» **GOAL OF THE EXERCISE**
Repeat the stretch of entries below from the line with "Write the network of the" through the line with "Digitize the connectivity". Include both ends and add nothing.

» **DATA EXCERPTS**

☆ ☆ ☆

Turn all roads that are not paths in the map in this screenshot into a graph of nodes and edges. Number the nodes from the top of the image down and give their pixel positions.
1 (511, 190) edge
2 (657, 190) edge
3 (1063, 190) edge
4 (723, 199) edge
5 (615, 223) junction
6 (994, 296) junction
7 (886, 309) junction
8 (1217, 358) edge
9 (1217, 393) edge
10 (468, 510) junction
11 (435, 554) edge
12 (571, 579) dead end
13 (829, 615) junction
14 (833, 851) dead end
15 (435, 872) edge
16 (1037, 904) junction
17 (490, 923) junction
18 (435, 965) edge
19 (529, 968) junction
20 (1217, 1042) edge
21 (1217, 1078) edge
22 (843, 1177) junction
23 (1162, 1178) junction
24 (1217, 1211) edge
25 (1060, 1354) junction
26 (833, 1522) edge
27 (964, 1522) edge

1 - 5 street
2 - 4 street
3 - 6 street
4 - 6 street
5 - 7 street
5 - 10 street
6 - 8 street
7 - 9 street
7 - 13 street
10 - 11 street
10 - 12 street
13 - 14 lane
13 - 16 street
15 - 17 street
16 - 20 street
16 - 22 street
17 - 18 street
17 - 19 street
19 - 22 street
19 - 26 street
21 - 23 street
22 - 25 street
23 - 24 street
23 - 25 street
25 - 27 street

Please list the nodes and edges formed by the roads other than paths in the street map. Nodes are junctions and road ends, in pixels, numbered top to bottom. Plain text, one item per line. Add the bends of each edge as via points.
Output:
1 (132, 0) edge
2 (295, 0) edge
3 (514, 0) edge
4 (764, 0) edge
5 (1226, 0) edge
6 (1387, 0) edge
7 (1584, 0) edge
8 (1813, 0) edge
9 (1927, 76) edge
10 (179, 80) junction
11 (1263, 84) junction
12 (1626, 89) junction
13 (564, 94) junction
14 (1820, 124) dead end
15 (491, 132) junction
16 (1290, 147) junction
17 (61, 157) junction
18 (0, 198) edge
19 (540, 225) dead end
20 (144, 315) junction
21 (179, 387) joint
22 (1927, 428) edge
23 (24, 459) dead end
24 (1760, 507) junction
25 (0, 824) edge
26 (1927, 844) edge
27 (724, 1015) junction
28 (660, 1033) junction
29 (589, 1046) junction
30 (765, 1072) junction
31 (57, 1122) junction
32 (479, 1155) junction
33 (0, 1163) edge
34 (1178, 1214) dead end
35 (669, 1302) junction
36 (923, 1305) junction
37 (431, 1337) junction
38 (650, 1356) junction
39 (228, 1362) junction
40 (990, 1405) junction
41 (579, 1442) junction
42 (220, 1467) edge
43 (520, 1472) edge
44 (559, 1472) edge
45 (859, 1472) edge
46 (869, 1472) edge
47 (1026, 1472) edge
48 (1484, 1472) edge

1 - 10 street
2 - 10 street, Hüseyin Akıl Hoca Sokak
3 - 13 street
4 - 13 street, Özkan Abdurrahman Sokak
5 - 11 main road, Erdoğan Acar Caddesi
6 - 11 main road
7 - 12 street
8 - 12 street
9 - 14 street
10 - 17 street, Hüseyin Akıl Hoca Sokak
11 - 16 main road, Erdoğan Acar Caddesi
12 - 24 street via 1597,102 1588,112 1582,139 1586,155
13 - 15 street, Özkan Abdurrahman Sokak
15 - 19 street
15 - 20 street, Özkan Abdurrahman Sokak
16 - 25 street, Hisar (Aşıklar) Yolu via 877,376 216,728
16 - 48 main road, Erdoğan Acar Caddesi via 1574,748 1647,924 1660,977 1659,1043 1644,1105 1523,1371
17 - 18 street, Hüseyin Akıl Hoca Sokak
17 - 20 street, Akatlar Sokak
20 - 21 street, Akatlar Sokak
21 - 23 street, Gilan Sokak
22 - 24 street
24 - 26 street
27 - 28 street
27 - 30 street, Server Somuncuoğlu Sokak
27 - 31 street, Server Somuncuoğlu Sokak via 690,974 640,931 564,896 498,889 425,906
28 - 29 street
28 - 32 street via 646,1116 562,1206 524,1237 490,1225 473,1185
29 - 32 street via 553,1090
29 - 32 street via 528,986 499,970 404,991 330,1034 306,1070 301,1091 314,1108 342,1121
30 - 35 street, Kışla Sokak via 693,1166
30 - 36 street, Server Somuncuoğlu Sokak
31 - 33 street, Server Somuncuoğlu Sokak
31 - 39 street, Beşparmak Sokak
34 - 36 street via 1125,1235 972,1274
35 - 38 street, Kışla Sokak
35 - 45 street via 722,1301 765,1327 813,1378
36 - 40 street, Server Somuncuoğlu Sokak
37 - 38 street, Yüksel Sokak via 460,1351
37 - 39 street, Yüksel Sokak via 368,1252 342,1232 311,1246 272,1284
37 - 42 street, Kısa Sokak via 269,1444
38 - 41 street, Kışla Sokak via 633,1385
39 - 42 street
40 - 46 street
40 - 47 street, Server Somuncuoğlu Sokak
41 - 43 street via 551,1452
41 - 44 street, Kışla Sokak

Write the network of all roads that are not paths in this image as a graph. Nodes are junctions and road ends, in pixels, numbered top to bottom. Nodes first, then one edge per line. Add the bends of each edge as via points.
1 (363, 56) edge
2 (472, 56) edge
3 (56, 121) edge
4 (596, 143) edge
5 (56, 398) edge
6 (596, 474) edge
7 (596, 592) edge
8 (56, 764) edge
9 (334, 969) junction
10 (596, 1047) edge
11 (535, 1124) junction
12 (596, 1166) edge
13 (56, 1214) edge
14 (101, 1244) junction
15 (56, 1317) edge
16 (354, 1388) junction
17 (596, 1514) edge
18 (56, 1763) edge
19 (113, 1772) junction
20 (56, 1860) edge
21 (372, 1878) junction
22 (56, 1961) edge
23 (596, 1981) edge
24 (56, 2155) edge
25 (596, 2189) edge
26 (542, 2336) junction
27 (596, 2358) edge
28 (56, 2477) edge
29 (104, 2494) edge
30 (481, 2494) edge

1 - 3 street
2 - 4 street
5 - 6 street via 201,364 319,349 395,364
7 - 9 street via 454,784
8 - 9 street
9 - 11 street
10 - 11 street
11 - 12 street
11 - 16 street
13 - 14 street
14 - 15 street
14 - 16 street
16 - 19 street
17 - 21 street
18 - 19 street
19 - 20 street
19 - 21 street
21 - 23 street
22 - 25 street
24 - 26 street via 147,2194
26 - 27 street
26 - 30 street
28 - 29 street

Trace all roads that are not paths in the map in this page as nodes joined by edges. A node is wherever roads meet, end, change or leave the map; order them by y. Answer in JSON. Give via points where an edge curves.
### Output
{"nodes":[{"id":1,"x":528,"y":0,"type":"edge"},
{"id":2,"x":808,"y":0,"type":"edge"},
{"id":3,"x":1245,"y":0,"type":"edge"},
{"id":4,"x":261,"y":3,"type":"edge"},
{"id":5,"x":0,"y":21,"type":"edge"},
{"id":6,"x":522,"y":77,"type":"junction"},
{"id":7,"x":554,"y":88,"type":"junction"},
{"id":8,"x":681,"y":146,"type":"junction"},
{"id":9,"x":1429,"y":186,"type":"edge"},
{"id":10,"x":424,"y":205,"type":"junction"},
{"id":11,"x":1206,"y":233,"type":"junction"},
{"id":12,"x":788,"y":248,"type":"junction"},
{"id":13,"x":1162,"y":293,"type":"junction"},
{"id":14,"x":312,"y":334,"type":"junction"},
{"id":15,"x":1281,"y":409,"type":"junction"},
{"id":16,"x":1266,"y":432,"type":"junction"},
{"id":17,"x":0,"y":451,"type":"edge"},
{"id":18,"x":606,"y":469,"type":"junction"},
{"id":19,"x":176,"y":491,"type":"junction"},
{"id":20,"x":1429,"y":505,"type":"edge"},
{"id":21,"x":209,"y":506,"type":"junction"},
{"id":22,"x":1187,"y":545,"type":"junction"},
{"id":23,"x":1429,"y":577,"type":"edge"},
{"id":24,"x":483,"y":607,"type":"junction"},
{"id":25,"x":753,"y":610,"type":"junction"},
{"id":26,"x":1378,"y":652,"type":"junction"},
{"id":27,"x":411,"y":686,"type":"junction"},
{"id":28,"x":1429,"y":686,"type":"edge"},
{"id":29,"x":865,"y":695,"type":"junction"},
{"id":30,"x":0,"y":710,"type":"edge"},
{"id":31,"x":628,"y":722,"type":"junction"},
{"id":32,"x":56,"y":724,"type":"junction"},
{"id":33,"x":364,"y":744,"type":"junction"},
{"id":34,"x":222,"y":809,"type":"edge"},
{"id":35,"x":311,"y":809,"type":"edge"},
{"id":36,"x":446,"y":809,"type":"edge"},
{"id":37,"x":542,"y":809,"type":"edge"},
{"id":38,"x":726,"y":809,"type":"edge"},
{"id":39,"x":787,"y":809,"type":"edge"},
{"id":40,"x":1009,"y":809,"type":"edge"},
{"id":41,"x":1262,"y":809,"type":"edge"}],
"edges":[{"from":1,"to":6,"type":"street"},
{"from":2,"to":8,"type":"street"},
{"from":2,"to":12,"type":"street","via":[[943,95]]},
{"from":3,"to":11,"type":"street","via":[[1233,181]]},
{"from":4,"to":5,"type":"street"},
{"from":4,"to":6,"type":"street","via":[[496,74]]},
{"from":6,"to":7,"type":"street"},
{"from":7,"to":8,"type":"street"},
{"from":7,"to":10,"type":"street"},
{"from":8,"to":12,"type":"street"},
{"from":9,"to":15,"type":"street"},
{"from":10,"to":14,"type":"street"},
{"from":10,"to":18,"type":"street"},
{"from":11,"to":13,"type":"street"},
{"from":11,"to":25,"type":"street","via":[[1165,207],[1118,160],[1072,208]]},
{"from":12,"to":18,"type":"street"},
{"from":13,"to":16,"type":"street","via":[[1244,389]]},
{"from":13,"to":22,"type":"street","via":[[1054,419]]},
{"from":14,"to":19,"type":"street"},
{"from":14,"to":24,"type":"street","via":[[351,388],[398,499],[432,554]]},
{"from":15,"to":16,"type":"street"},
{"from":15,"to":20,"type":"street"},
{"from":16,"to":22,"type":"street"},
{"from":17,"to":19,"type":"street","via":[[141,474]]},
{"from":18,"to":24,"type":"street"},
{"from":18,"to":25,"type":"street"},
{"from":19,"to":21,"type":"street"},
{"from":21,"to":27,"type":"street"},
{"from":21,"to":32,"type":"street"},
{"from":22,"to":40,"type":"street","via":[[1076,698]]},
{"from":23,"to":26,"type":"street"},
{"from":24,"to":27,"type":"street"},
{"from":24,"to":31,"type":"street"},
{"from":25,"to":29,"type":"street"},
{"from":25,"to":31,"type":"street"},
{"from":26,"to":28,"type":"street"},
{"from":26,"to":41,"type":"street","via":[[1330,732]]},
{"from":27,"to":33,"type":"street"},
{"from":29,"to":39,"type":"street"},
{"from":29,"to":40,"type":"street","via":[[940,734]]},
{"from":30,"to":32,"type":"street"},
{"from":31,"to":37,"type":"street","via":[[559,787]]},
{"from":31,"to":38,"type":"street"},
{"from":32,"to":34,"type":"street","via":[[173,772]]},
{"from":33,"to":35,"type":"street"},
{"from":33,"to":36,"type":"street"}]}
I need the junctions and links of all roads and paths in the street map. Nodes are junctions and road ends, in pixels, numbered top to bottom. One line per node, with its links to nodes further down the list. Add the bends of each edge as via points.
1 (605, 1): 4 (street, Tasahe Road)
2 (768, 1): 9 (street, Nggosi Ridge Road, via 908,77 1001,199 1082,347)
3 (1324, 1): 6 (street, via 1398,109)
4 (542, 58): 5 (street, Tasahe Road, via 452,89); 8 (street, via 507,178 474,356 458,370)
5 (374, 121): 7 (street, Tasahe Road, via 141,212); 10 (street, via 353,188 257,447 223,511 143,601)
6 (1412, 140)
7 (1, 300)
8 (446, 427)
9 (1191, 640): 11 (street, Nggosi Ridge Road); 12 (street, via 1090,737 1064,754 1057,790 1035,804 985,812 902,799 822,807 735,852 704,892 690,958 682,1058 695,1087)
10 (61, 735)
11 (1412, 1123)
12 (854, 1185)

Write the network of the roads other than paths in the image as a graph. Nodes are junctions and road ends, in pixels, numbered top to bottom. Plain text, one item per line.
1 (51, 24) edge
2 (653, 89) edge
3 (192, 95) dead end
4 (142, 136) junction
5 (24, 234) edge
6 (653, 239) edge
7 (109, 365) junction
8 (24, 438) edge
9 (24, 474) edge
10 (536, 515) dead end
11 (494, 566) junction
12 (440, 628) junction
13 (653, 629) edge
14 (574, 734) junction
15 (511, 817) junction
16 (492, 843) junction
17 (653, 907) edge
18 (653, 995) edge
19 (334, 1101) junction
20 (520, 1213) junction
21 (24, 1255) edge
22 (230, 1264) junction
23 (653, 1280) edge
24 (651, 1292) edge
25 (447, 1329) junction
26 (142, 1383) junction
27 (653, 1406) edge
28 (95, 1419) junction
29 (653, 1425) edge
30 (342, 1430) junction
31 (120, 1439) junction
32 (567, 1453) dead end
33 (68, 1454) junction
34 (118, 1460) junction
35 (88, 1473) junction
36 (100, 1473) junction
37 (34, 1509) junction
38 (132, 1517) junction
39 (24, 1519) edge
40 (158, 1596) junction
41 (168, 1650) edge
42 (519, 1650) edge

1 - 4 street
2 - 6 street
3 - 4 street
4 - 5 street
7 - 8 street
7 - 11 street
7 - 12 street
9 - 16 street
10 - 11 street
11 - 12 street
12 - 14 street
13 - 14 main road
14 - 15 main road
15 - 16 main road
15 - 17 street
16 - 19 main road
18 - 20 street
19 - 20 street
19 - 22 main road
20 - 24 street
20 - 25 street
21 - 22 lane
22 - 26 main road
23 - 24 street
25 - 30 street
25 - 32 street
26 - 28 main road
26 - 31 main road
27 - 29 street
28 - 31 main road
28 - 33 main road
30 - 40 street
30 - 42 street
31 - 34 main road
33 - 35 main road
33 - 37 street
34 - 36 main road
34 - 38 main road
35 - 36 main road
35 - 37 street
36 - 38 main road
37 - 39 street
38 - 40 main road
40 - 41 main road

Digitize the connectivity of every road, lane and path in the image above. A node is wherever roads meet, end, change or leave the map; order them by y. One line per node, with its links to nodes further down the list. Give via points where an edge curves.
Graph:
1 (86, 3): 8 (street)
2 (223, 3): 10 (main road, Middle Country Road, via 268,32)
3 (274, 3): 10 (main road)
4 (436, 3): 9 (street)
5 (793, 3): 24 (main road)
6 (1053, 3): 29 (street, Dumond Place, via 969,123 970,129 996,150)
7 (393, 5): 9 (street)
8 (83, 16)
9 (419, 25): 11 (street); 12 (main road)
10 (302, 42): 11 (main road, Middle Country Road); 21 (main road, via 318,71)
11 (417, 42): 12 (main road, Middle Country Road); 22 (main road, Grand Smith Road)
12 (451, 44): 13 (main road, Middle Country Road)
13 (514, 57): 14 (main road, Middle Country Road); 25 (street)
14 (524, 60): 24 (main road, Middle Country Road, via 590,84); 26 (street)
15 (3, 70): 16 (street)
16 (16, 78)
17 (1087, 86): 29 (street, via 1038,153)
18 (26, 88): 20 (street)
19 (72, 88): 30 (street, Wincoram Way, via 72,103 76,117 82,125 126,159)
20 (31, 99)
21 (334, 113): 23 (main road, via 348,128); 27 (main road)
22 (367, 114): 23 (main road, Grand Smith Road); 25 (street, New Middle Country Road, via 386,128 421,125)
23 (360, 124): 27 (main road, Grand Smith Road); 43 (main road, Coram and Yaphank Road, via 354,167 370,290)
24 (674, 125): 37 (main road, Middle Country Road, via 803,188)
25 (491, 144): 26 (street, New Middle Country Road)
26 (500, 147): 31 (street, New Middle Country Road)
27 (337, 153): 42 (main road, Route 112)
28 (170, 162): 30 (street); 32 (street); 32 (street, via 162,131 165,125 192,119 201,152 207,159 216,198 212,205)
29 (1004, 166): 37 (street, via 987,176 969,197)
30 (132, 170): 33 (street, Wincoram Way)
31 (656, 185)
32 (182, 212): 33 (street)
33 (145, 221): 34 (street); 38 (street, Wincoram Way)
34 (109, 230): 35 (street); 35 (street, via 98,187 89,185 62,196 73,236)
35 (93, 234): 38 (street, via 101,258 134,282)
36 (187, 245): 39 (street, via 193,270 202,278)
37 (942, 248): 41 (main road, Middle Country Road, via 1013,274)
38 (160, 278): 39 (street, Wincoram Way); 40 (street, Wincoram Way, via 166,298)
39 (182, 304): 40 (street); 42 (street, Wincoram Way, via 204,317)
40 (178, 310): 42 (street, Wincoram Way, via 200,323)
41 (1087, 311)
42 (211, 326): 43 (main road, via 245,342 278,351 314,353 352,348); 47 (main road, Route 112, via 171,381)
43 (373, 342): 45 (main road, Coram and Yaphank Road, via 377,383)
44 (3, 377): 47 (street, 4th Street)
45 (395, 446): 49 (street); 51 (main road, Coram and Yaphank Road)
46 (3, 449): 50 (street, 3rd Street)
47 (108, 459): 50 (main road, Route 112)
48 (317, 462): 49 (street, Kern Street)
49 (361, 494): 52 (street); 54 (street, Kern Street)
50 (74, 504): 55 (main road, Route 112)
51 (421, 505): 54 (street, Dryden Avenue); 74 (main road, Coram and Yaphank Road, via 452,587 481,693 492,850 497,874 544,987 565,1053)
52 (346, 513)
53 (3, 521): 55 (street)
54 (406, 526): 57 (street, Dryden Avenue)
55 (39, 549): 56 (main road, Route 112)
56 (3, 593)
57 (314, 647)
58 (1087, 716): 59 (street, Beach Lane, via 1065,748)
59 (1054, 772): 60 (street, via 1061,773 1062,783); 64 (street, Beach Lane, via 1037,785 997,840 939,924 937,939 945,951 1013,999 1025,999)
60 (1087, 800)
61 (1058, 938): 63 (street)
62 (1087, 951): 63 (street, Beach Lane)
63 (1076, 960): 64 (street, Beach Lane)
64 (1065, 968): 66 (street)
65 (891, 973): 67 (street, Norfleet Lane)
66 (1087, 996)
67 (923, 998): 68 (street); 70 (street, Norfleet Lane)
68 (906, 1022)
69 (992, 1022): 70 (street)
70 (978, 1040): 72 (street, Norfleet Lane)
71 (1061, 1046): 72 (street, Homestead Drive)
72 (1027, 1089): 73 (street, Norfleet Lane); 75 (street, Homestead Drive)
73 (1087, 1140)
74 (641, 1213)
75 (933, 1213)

☆ ☆ ☆

» **RESULT OF THIS TASK**
Write the network of the roads other than paths in the image as a graph. Nodes are junctions and road ends, in pixels, numbered top to bottom. Plain text, one item per line.
1 (51, 24) edge
2 (653, 89) edge
3 (192, 95) dead end
4 (142, 136) junction
5 (24, 234) edge
6 (653, 239) edge
7 (109, 365) junction
8 (24, 438) edge
9 (24, 474) edge
10 (536, 515) dead end
11 (494, 566) junction
12 (440, 628) junction
13 (653, 629) edge
14 (574, 734) junction
15 (511, 817) junction
16 (492, 843) junction
17 (653, 907) edge
18 (653, 995) edge
19 (334, 1101) junction
20 (520, 1213) junction
21 (24, 1255) edge
22 (230, 1264) junction
23 (653, 1280) edge
24 (651, 1292) edge
25 (447, 1329) junction
26 (142, 1383) junction
27 (653, 1406) edge
28 (95, 1419) junction
29 (653, 1425) edge
30 (342, 1430) junction
31 (120, 1439) junction
32 (567, 1453) dead end
33 (68, 1454) junction
34 (118, 1460) junction
35 (88, 1473) junction
36 (100, 1473) junction
37 (34, 1509) junction
38 (132, 1517) junction
39 (24, 1519) edge
40 (158, 1596) junction
41 (168, 1650) edge
42 (519, 1650) edge

1 - 4 street
2 - 6 street
3 - 4 street
4 - 5 street
7 - 8 street
7 - 11 street
7 - 12 street
9 - 16 street
10 - 11 street
11 - 12 street
12 - 14 street
13 - 14 main road
14 - 15 main road
15 - 16 main road
15 - 17 street
16 - 19 main road
18 - 20 street
19 - 20 street
19 - 22 main road
20 - 24 street
20 - 25 street
21 - 22 lane
22 - 26 main road
23 - 24 street
25 - 30 street
25 - 32 street
26 - 28 main road
26 - 31 main road
27 - 29 street
28 - 31 main road
28 - 33 main road
30 - 40 street
30 - 42 street
31 - 34 main road
33 - 35 main road
33 - 37 street
34 - 36 main road
34 - 38 main road
35 - 36 main road
35 - 37 street
36 - 38 main road
37 - 39 street
38 - 40 main road
40 - 41 main road

Digitize the connectivity of every road, lane and path in the image above. A node is wherever roads meet, end, change or leave the map; order them by y. One line per node, with its links to nodes further down the list. Give via points where an edge curves.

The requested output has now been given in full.